● **Task requirements**
Report each line of the listing that carries the word "Doutor".
------------------------------------------------------------
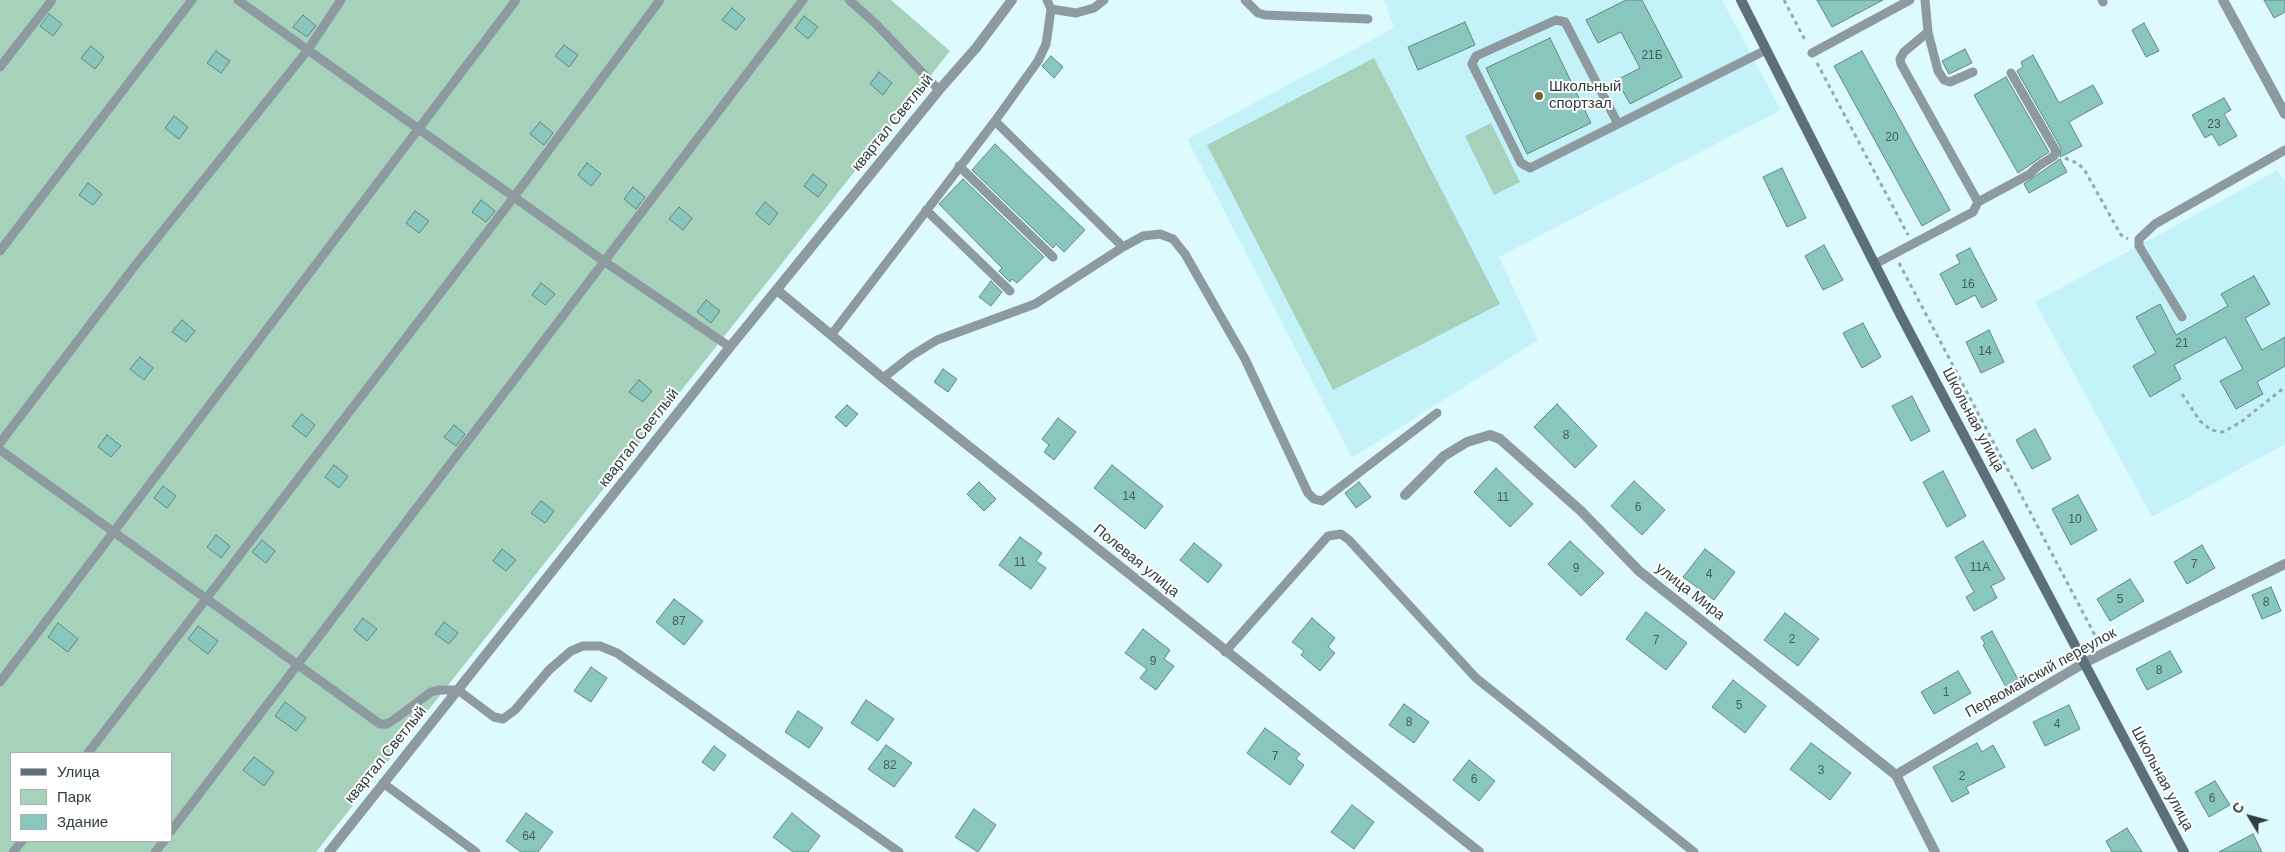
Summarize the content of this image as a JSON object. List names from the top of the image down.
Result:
{
  "streets": {
    "street": [
      "квартал Светлый",
      "Школьная улица",
      "Полевая улица",
      "улица Мира",
      "Первомайский переулок"
    ]
  },
  "crossings": [
    ["квартал Светлый", "Полевая улица"],
    ["Школьная улица", "Первомайский переулок"],
    ["улица Мира", "Первомайский переулок"]
  ],
  "places": ["Школьный спортзал"],
  "house_numbers": [
    "21Б",
    "23",
    "20",
    "16",
    "21",
    "14",
    "8",
    "14",
    "11",
    "6",
    "10",
    "11",
    "7",
    "11А",
    "9",
    "4",
    "5",
    "8",
    "87",
    "2",
    "7",
    "9",
    "8",
    "1",
    "5",
    "8",
    "4",
    "7",
    "82",
    "3",
    "2",
    "6",
    "6",
    "64"
  ],
  "legend": ["Улица", "Парк", "Здание"],
  "north": "top left"
}
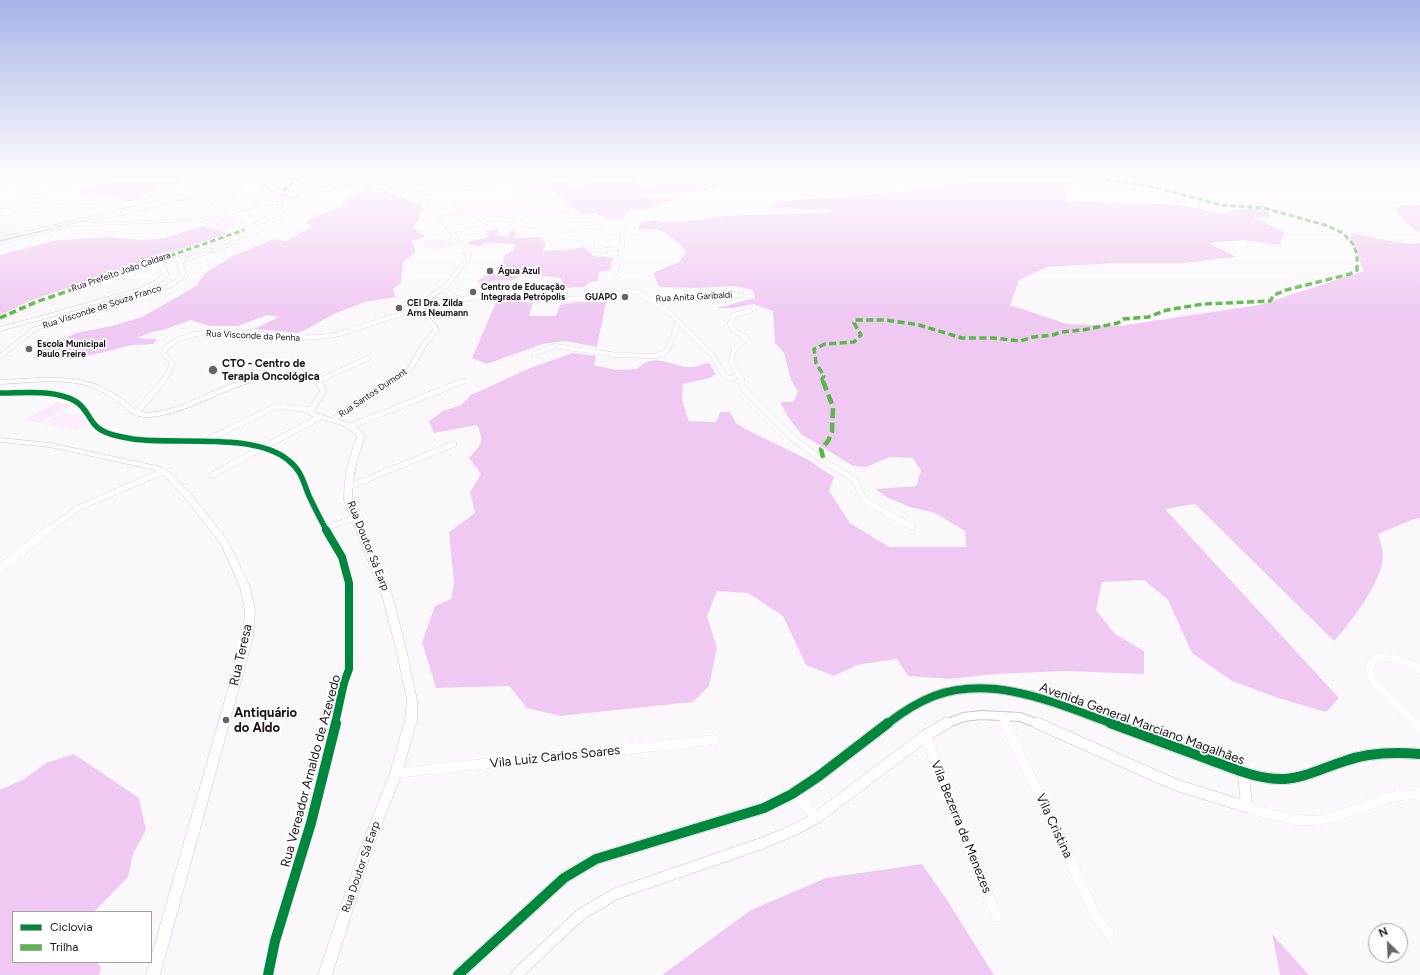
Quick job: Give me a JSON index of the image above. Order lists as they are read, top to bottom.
{
  "streets": {
    "main road": [
      "Rua Visconde de Souza Franco",
      "Rua Santos Dumont",
      "Rua Doutor Sá Earp",
      "Rua Teresa"
    ],
    "street": [
      "Rua Prefeito João Caldara",
      "Rua Anita Garibaldi",
      "Rua Visconde da Penha",
      "Avenida General Marciano Magalhães",
      "Vila Luiz Carlos Soares",
      "Rua Vereador Arnaldo de Azevedo",
      "Vila Cristina",
      "Vila Bezerra de Menezes"
    ]
  },
  "crossings": [
    ["Rua Prefeito João Caldara", "Rua Visconde de Souza Franco"],
    ["Rua Visconde da Penha", "Rua Santos Dumont"],
    ["Rua Doutor Sá Earp", "Vila Luiz Carlos Soares"]
  ],
  "places": [
    "Água Azul",
    "Centro de Educação Integrada Petrópolis",
    "GUAPO",
    "CEI Dra. Zilda Arns Neumann",
    "Escola Municipal Paulo Freire",
    "CTO - Centro de Terapia Oncológica",
    "Antiquário do Aldo"
  ],
  "legend": ["Ciclovia", "Trilha"],
  "north": "top left"
}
------------------------------------------------------------
● **Answer below**
      "Rua Doutor Sá Earp",
    ["Rua Doutor Sá Earp", "Vila Luiz Carlos Soares"]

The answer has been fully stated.